Under the existing Mental Health Act, people with mental disease who are doing well in the society and even people without mental disease can be involuntarily hospitalized. However, the government is disregarding this situation and people also are ignoring this problem since they think it is not an issue for them.


National Human Rights Commission Webzine- Italy, where mental hospital does not exist http://www.humanrights.go.kr/hrmonthly/view.jsp?no_idx=13718&article_idx=13733&sub_category=AA&pagenum=6

(In 1978, 'The Basaglia Law' which contained directives for the closing down of all psychiatric hospitals was established in Italy. In 1998, every psychiatric hospital closed down and community-based services replaced their place. Since they focused more on 'treatment' rather than 'hospitalization', the possibility of infringement of human rights has been significantly decreased.)



Personal Assistance System for the Mentally disabled


It is also important to establish accessible personal assistance policy and the decision-making assistance policy for the mentally disabled. However, there is a lack of understanding of the personal assistance policy for the mentally disabled. Specialized educational program regarding this issue should be made and human rights movement for the mentally disabled should be activated.


The Meaning of the Mental Health Act from the position of Family of the mentally disabled


When the patients get the diagnosis from a doctor that in order to make a complete recovery from their disease they need long-term hospitalization in a secluded ward, their family often treat them as invisible men and sometimes do not take their disease seriously. Families of the mentally disabled also show hostility toward the patients by forcing them to be confined in the hospital. However, they cannot be simply stereotyped as a perpetrator considering the prejudice, feeling of pressure, and sense of guilt they have to endure through their life.


Even though there are pros and cons regarding unconstitutionality suit on the Mental Health Act among families, they would have same wish that their beloved family member could get better treatment in better conditions.

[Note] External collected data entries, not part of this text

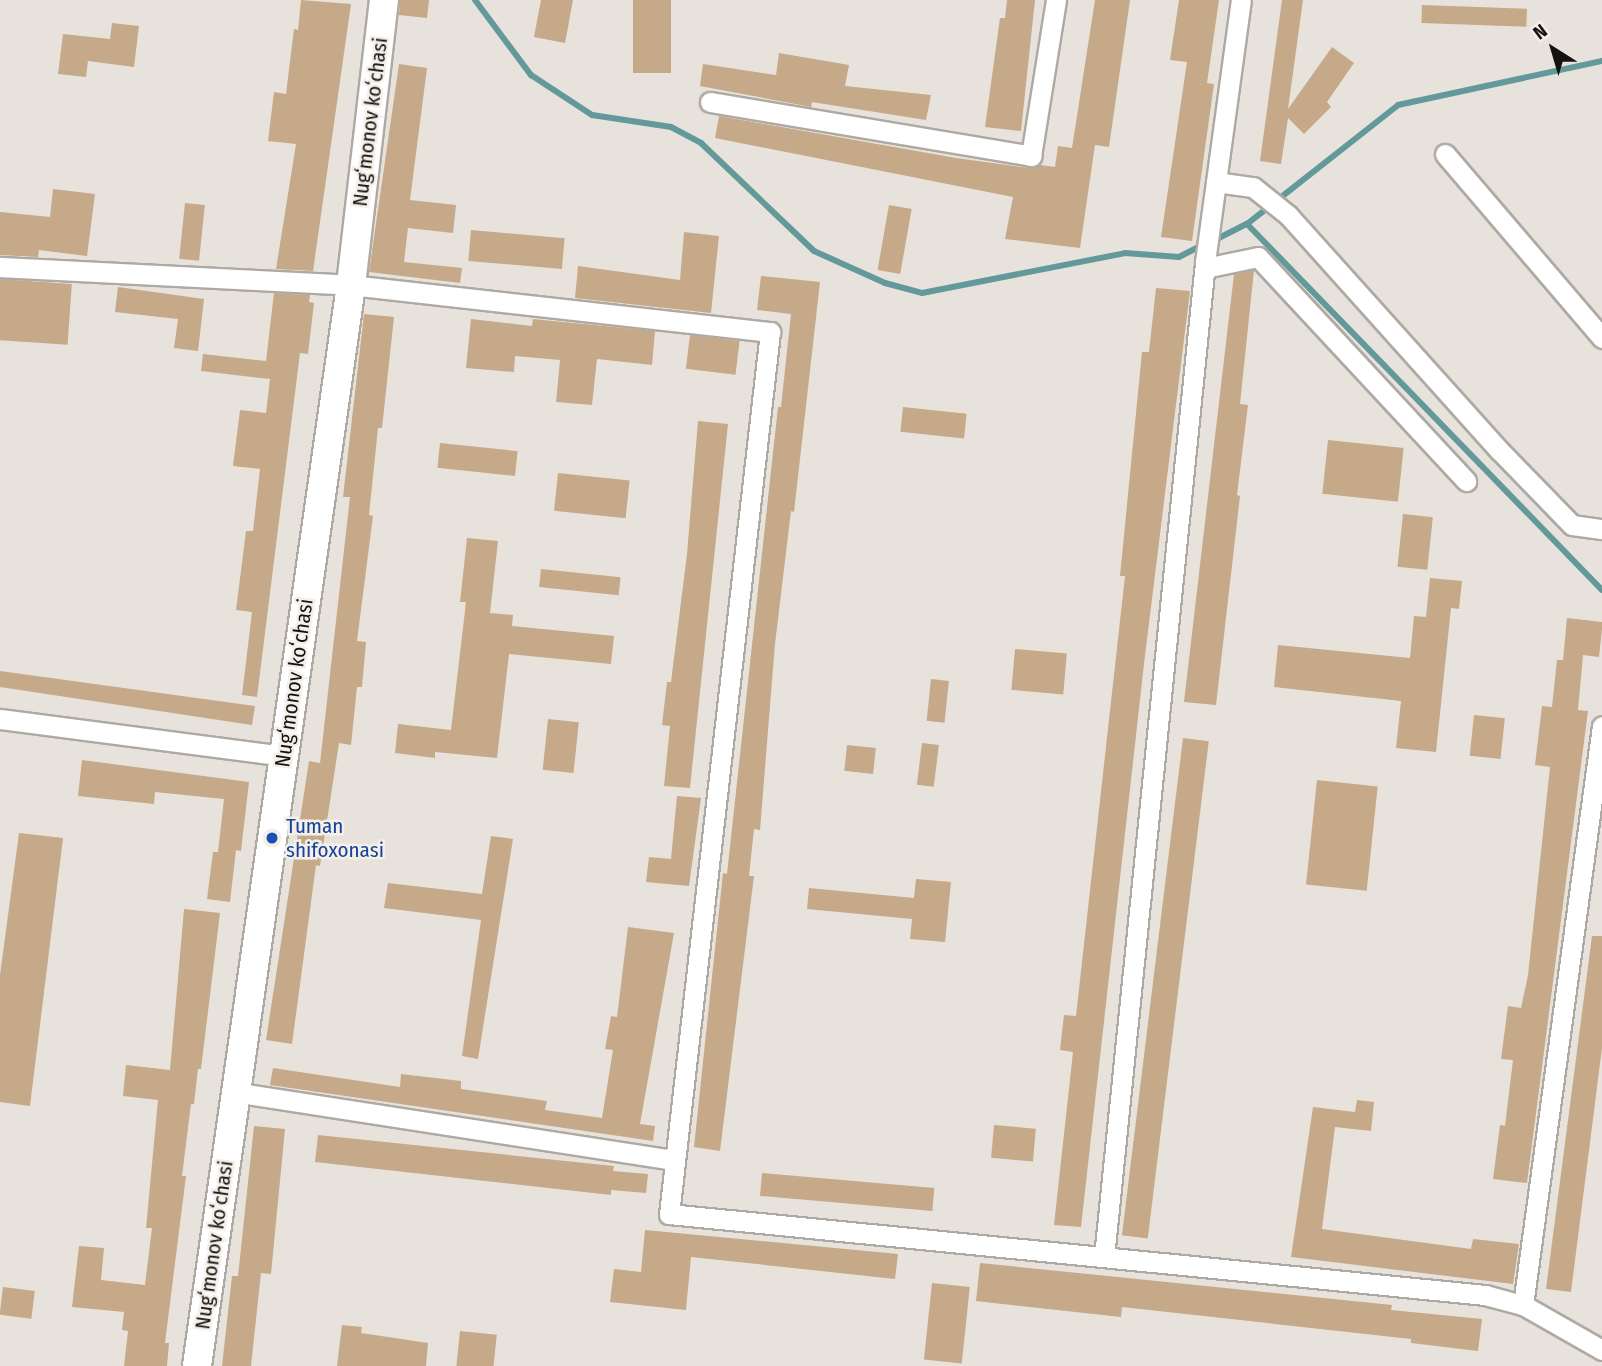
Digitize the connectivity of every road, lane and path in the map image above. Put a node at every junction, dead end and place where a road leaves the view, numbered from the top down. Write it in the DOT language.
graph roads {
  1 [pos="384,0"];
  2 [pos="1056,0"];
  3 [pos="1241,0"];
  4 [pos="710,102"];
  5 [pos="1445,153"];
  6 [pos="1216,183"];
  7 [pos="1205,265"];
  8 [pos="0,267"];
  9 [pos="351,285"];
  10 [pos="1602,338"];
  11 [pos="1466,481"];
  12 [pos="1602,529"];
  13 [pos="0,719"];
  14 [pos="1602,726"];
  15 [pos="284,756"];
  16 [pos="234,1092"];
  17 [pos="675,1160"];
  18 [pos="1104,1257"];
  19 [pos="1522,1305"];
  20 [pos="1602,1350"];
  21 [pos="197,1366"];
  1 -- 9 [label="main road, Nugʻmonov koʻchasi"];
  2 -- 4 [label="street"];
  3 -- 6 [label="street"];
  5 -- 10 [label="street"];
  6 -- 7 [label="street"];
  6 -- 12 [label="street"];
  7 -- 11 [label="street"];
  7 -- 18 [label="street"];
  8 -- 9 [label="street"];
  9 -- 15 [label="main road, Nugʻmonov koʻchasi"];
  9 -- 17 [label="street"];
  13 -- 15 [label="street"];
  14 -- 19 [label="street"];
  15 -- 16 [label="main road, Nugʻmonov koʻchasi"];
  16 -- 17 [label="street"];
  16 -- 21 [label="main road, Nugʻmonov koʻchasi"];
  17 -- 18 [label="street"];
  18 -- 19 [label="street"];
  19 -- 20 [label="street"];
}
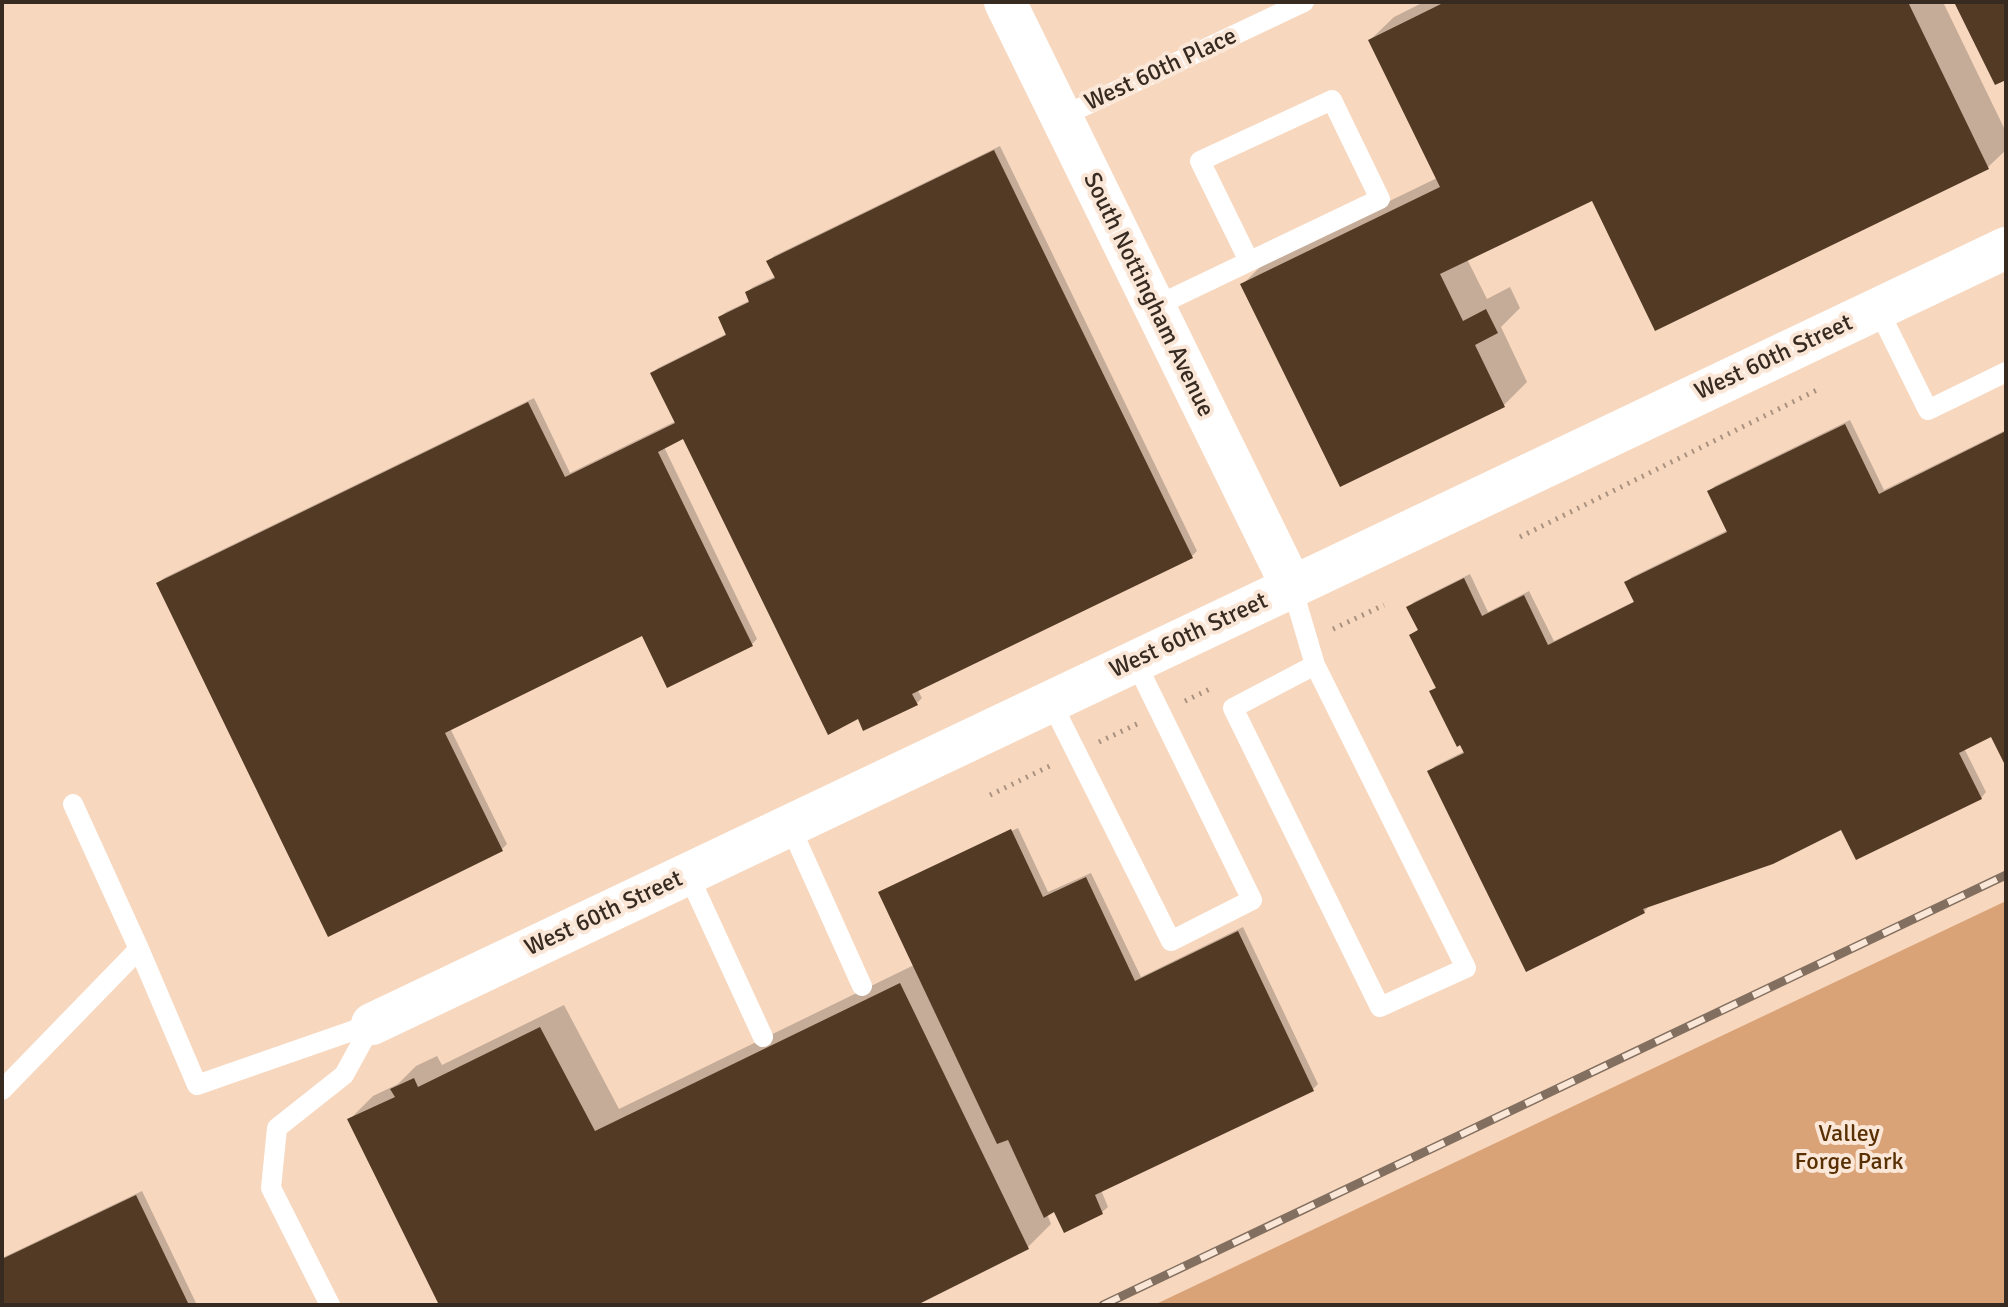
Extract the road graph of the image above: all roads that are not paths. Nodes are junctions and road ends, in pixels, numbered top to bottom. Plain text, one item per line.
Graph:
1 (1005, 2) edge
2 (1304, 2) edge
3 (1061, 117) junction
4 (2006, 248) edge
5 (1249, 261) junction
6 (1154, 307) junction
7 (1878, 309) junction
8 (2006, 372) edge
9 (1292, 587) junction
10 (1135, 661) junction
11 (1315, 665) junction
12 (1051, 702) junction
13 (73, 804) dead end
14 (790, 826) junction
15 (688, 874) junction
16 (139, 949) junction
17 (862, 986) dead end
18 (372, 1024) junction
19 (763, 1037) dead end
20 (2, 1090) edge
21 (330, 1305) edge

1 - 3 street, South Nottingham Avenue
2 - 3 lane, West 60th Place
3 - 6 street, South Nottingham Avenue
4 - 7 street, West 60th Street
5 - 5 lane
5 - 6 lane
6 - 9 street, South Nottingham Avenue
7 - 8 lane
7 - 9 street, West 60th Street
9 - 10 street, West 60th Street
9 - 11 lane
10 - 12 street, West 60th Street
10 - 12 lane
11 - 11 lane
12 - 14 street, West 60th Street
13 - 16 lane
14 - 15 street, West 60th Street
14 - 17 lane
15 - 18 street, West 60th Street
15 - 19 lane
16 - 18 lane
16 - 20 lane
18 - 21 lane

The purpose of Mental Health Law is to improve mental health of people by enacting provisions which is essential for preventing mental illness and enhancing rehabilitation of the mentally ill. Continuous attention from the nation and local government toward the application of this law is essential. Moreover, people should overcome the prejudice that the mentally disabled should get quarantine treatment. Social efforts to provide the mentally disabled with treatment and rehabilitation in the community level is important as well. Tendency not to consider this issue as their own should be rejected because this can happen to anyone in anytime. It is time for every member of society to put forth a multilateral effort in solving this issue.